[TASK BRIEF]
The answer should consist of each line below that contains the word "later".

Source records
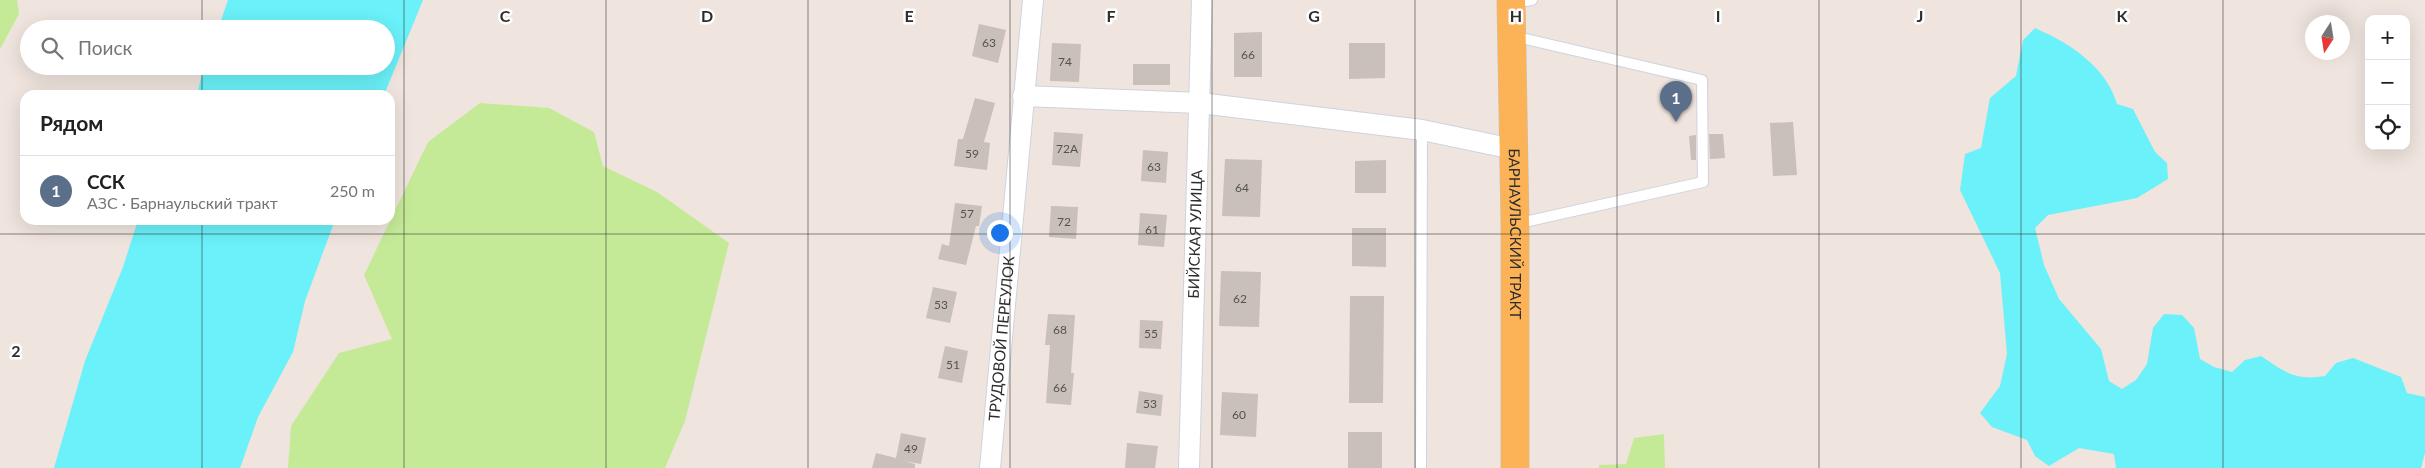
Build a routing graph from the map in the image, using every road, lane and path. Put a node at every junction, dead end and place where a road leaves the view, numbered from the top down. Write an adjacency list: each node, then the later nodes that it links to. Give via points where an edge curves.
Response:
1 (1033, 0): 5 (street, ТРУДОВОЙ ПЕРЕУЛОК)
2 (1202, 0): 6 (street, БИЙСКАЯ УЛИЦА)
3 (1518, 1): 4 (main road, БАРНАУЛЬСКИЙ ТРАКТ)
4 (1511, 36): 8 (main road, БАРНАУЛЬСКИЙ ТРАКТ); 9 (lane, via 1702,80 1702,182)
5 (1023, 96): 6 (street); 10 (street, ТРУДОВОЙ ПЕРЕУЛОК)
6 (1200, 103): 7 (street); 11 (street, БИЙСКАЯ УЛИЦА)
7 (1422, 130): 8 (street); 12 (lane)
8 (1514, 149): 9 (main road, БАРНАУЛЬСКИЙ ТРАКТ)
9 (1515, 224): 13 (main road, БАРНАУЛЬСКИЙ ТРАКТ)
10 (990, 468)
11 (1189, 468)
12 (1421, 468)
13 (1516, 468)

---

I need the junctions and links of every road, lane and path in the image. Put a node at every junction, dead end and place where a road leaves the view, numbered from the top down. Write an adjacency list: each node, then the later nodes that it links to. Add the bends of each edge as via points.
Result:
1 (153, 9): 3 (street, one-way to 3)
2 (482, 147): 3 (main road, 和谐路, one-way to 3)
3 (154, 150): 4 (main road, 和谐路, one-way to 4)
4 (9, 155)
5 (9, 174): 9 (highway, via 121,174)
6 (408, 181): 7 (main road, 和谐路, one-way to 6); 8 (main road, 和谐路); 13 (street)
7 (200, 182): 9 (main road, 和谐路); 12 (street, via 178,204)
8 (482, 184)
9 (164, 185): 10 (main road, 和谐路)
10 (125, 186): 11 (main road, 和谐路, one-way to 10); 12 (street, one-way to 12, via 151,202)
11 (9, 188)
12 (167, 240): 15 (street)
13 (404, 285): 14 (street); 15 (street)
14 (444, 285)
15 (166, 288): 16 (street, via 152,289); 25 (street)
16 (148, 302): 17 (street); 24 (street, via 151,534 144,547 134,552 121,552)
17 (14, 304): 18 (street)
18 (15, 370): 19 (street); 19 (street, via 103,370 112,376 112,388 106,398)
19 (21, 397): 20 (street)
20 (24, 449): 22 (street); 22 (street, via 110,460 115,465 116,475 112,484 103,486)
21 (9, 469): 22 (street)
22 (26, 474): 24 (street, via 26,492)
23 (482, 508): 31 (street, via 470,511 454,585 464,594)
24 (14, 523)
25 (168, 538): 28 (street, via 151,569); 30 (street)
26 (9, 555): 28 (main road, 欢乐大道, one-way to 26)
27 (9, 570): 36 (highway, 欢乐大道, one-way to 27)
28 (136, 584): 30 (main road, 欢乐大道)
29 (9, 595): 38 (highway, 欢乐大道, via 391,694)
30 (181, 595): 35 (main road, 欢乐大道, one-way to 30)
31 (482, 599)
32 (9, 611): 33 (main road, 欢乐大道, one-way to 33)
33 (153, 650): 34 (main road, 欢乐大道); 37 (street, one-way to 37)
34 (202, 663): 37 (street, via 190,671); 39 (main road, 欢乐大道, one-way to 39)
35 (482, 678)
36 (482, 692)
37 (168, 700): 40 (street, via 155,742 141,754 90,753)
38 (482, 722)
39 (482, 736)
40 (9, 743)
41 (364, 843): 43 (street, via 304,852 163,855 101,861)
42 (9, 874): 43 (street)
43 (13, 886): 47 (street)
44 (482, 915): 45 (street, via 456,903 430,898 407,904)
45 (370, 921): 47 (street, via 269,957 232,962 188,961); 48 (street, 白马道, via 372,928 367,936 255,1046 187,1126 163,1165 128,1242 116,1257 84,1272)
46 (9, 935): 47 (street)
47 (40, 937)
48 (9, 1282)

[COMPLETED EXERCISE]
Build a routing graph from the map in the image, using every road, lane and path. Put a node at every junction, dead end and place where a road leaves the view, numbered from the top down. Write an adjacency list: each node, then the later nodes that it links to. Give via points where an edge curves.
I need the junctions and links of every road, lane and path in the image. Put a node at every junction, dead end and place where a road leaves the view, numbered from the top down. Write an adjacency list: each node, then the later nodes that it links to. Add the bends of each edge as via points.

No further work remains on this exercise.